Ao avaliar as recentes respostas eleitorais, a ausência de mobilização popular e a moratória na intermediação da imprensa na formação da opinião pública, sociólogos deparam-se com o enigma do descolamento entre as perversões políticas e o comportamento refratário da maioria da população brasileira. O desvendamento deste aparente desvio moral talvez resida na confusão implantada pela máquina de propaganda do governo federal, que inculte a falácia do comportamento corrupto arraigado na natureza de todos os cidadãos, por meio de discurso em tom de ameaça: atire a primeira pedra..., ou, mais explicitamente, ninguém tem moral para argüir nada, porque os pecados de cada um seriam inconfessos. Difunde a fábula do “bom ladrão” - sobre aquele sujeito de desonestidade total e descarada que granjeou simpatia popular, ao criar nas pessoas, ao fim e ao cabo, a idéia errada de que ele havia de ser um refinado ladrão de passado bom -, e a teoria sobre o “bom selvagem” - todo indivíduo é bom, mas a sociedade o corrompe ao instigar seu patológico fureur de se distinguer. No entanto, não é válido que la garantie de l’obscurité seja usada para acumpliciar todos, pois a vida íntima dos cidadãos pode e deve ser indiferente para a república, e isso resulta da separação estrita entre o público e o privado. Nas palavras de Hannah Arendt: “O segredo do início e do fim de uma vida mortal só pode ser assegurado onde a claridade da dimensão pública não penetra.”
O jogo da luz e da sombra
Por óbvio, o individuo não vive inteiramente na sombra, mas exige, como garantia de sua existência na pátria comum, a proteção de sua identidade e a privacidade ante o olhar dos concidadãos e à ameaça da intervenção do Estado. Como condição para a fusão perfeita do cidadão com o corpo político, a república só se realiza quando a sociedade do direito contratual se torna uma substancial comunidade ética. Nesses termos, a publicidade republicana confia exclusivamente no voto silencioso do cidadão de bom senso, cuja responsabilidade só aumenta diante do fato de haver criminosos ou suspeitos em altos postos da hierarquia política. Ao assumir esse encargo, e apenas desse modo, o cidadão estará imune à sua banalização no âmbito da competição pública das palavras e dos atos.
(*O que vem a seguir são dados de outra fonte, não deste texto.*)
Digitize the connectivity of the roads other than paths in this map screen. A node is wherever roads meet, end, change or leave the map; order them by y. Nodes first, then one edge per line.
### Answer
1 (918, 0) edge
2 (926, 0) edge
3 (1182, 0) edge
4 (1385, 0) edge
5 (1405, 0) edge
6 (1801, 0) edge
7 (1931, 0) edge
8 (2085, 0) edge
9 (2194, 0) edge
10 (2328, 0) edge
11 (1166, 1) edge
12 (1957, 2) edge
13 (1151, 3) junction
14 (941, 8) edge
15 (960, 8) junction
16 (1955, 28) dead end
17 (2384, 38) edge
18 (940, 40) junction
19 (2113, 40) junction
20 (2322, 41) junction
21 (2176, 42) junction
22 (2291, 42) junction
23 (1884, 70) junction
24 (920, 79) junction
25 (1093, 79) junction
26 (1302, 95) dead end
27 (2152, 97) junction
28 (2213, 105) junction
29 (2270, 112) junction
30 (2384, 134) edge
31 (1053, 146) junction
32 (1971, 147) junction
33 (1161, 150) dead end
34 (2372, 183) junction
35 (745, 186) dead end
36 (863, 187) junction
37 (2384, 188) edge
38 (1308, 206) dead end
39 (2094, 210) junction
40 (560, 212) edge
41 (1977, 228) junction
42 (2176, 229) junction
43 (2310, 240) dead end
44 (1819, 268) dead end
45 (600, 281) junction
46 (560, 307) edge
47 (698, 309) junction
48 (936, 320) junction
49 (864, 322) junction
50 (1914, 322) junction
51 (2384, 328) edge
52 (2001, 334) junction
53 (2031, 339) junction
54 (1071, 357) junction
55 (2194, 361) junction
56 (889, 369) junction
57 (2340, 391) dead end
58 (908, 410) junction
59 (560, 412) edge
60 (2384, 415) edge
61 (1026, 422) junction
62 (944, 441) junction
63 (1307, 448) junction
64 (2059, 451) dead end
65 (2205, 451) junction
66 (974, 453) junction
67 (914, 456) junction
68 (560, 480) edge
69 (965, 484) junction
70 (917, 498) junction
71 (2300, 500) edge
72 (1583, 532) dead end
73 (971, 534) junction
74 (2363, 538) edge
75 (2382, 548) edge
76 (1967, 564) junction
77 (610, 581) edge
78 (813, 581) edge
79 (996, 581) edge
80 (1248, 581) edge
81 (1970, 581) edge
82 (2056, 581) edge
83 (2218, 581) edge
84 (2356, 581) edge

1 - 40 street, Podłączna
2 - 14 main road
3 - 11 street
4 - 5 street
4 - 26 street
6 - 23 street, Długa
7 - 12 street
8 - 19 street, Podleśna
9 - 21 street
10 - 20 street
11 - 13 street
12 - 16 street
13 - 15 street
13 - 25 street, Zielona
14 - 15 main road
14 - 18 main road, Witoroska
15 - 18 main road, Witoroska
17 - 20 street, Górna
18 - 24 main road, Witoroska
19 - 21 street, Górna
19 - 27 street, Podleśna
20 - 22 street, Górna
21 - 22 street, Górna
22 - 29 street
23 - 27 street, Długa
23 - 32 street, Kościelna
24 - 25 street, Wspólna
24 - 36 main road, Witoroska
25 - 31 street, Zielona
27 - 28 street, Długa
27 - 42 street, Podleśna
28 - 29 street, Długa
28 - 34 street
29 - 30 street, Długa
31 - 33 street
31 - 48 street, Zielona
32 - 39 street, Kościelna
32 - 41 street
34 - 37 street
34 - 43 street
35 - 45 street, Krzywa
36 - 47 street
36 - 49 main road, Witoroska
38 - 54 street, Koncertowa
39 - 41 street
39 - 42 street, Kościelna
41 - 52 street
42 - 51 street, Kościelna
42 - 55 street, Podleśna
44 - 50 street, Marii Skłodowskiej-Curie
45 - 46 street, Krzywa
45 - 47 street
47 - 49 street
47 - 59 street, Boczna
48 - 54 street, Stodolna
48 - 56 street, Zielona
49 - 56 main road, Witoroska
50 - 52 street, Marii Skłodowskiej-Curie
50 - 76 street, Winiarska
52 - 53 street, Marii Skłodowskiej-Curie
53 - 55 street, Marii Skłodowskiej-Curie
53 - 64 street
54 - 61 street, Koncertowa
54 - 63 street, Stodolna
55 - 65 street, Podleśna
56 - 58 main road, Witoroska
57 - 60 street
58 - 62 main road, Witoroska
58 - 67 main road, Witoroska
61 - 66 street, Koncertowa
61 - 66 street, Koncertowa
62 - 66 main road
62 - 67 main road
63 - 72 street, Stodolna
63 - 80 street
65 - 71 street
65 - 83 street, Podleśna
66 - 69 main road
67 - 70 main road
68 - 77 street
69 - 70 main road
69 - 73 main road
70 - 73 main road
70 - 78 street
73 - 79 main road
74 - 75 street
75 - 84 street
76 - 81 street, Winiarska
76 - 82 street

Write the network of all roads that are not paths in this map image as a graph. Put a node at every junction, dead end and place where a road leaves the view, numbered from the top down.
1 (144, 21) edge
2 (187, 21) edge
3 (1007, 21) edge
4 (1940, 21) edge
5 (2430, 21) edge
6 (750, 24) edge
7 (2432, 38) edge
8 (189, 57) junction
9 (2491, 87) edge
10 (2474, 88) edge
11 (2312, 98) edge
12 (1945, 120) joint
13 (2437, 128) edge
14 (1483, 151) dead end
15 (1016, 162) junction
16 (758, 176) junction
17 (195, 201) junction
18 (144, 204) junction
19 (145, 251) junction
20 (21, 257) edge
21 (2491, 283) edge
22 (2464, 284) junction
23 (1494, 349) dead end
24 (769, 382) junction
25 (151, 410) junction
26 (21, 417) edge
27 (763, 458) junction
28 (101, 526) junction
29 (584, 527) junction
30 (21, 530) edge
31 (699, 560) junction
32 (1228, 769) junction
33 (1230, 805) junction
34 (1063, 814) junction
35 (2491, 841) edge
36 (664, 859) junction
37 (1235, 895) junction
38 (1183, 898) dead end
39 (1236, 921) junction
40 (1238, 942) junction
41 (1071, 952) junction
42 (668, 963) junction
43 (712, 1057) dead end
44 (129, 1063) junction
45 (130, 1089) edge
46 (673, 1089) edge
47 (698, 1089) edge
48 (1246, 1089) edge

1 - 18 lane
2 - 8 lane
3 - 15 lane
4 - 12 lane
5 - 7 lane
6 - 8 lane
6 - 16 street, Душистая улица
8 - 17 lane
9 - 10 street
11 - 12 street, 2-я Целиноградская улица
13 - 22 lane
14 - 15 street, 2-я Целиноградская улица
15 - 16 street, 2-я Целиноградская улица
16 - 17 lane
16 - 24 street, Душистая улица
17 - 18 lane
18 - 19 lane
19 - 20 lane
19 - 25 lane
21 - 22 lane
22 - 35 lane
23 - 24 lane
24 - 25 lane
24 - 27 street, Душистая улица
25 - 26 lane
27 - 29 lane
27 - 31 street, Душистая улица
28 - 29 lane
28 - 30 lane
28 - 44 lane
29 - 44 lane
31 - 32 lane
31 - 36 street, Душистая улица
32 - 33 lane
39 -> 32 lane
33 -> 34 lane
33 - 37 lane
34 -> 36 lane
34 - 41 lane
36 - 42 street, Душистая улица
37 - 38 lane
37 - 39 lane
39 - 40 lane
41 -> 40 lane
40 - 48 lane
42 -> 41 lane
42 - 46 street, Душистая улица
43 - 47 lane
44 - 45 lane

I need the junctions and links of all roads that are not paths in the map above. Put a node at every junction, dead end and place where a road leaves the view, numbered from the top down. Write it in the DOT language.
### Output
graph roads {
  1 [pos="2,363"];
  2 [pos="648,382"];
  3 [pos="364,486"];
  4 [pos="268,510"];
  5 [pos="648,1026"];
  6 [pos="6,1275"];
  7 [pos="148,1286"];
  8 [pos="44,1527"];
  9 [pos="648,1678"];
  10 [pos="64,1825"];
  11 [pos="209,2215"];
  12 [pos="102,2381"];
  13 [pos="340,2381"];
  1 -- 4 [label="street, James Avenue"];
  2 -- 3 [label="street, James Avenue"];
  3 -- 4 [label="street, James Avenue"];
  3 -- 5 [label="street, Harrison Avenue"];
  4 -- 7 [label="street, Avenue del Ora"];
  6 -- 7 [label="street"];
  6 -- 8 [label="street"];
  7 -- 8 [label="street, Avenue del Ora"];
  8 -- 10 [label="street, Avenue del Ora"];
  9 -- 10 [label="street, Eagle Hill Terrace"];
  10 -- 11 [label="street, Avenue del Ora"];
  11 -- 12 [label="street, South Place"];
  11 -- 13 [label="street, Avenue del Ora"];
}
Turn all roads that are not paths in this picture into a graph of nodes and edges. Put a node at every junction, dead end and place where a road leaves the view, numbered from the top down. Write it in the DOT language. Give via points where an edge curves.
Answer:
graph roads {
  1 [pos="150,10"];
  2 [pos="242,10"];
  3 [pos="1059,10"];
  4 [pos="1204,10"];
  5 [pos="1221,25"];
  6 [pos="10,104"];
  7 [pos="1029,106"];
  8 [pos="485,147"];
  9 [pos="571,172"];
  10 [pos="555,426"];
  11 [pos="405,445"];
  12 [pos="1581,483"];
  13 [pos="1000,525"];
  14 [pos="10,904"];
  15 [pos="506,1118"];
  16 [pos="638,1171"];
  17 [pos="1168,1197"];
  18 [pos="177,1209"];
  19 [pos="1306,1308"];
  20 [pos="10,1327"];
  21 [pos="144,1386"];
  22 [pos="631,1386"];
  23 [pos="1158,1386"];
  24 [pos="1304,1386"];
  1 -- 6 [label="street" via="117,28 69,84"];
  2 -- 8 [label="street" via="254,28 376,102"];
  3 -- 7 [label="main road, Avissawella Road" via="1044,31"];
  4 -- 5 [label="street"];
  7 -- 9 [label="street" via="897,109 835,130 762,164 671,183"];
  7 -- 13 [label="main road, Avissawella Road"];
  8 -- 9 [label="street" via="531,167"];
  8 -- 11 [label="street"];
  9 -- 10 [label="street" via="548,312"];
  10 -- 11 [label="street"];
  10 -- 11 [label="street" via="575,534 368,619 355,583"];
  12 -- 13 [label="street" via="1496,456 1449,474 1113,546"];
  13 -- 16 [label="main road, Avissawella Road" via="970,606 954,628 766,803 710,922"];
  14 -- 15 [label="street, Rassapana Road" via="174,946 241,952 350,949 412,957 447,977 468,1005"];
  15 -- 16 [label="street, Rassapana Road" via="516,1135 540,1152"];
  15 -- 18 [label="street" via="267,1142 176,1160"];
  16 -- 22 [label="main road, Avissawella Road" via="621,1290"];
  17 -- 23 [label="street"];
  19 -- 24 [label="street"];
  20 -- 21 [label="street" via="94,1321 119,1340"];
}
Em contrapartida, a metáfora republicana de luz e sombra deve ser amplificada com força solar sob os atos dos agentes públicos, sob pena de se legitimar o governante fripon par necessité - mais conhecido hoje como populista malandro. Ética, moralidade, legalidade e outros princípios devem iluminar radiantemente a vida pública, a fim de se evitar a redução da esfera pública do Estado somente ao governamental, ao administrativo e à burocracia aparelhada por partido político, nessa ordem sintética. Impõem-se, portanto, a primazia dos interesses da comunidade livre dos cidadãos aos seus representantes, a quem entrega a chave do Erário e a honra da Pátria.
A contrapropaganda
Se o governante justifica seus “erros” na esfera pública com o façon de vie (“jeitinhos” ou vício de “tirar vantagens”) do petit bon homme, necessária a contrapropaganda eficaz. Se ela não existe, chega-se a conclusão de que o descolamento enigmático é uma conseqüência da falta de oposição política que não aceite o libera geral, o topa tudo por dinheiro. Em outros termos, não há falência nem moratória na intermediação da imprensa. A mídia tem posto de forma racional e frontal as contradições, crimes e traições do governo com suas propostas de campanha – são fatos e informações. Não é papel da imprensa mobilizar o povo. A sociedade civil se mobiliza, quando há representação política forte, objetiva, para ser alternativa de suas reivindicações. Então, a armadilha está posta: o homem, o petit bon homme, se revela à luz do público no seu voto silencioso e, à luz do público, a finalidade da política permanece às escuras.